Exercise prompt:
Pull each line holding "points" out of the entries below.

Given information:
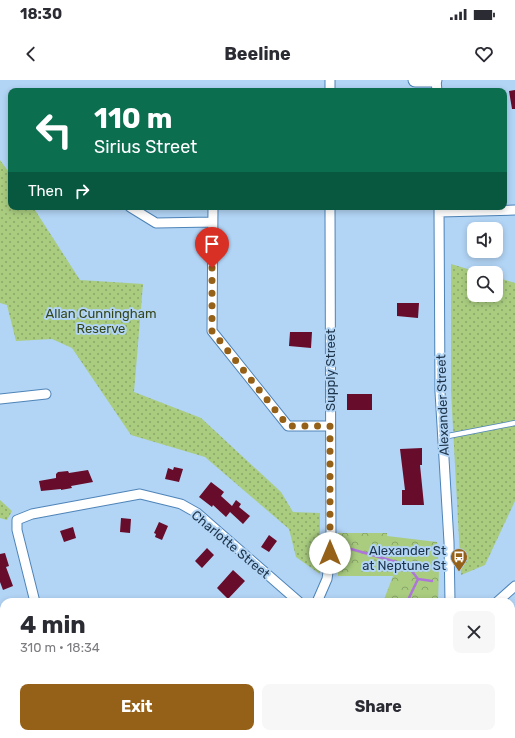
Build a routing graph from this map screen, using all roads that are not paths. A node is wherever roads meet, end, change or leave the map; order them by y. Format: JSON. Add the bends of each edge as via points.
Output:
...
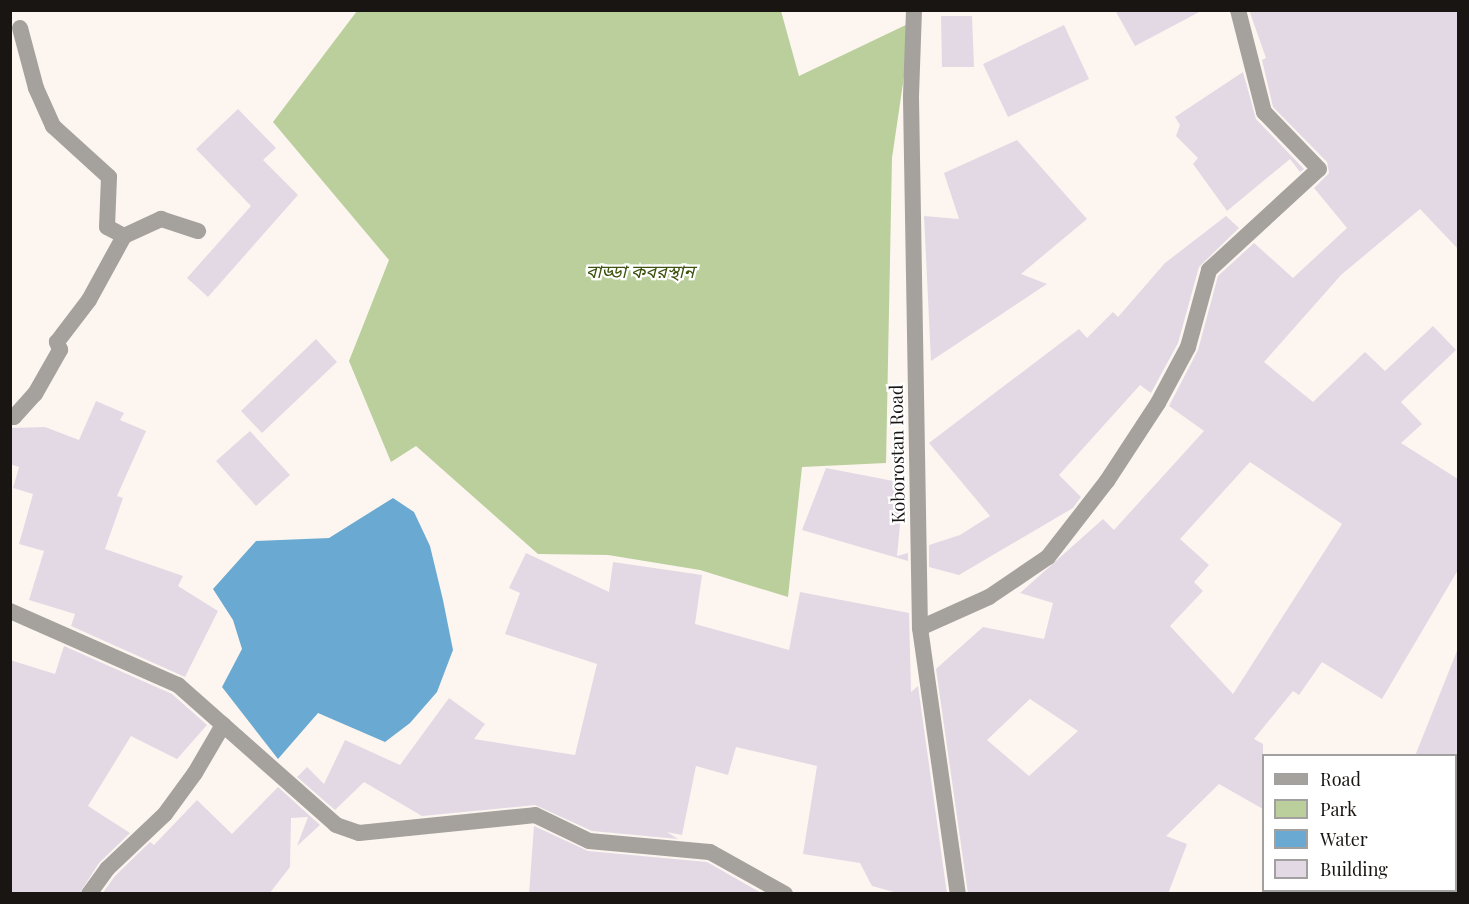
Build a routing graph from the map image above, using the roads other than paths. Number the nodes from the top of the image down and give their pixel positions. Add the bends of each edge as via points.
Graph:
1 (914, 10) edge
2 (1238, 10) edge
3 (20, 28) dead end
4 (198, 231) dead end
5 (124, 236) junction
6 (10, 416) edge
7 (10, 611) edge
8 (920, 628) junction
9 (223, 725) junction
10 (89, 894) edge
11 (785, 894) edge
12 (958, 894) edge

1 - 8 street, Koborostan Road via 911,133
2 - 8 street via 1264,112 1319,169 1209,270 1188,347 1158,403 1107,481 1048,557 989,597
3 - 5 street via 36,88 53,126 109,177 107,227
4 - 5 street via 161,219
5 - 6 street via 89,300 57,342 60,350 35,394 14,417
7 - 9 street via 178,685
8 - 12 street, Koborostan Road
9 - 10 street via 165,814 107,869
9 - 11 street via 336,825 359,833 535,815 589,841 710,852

Exercise response:
Build a routing graph from this map screen, using all roads that are not paths. A node is wherever roads meet, end, change or leave the map; order them by y. Format: JSON. Add the bends of each edge as via points.
Build a routing graph from the map image above, using the roads other than paths. Number the nodes from the top of the image down and give their pixel positions. Add the bends of each edge as via points.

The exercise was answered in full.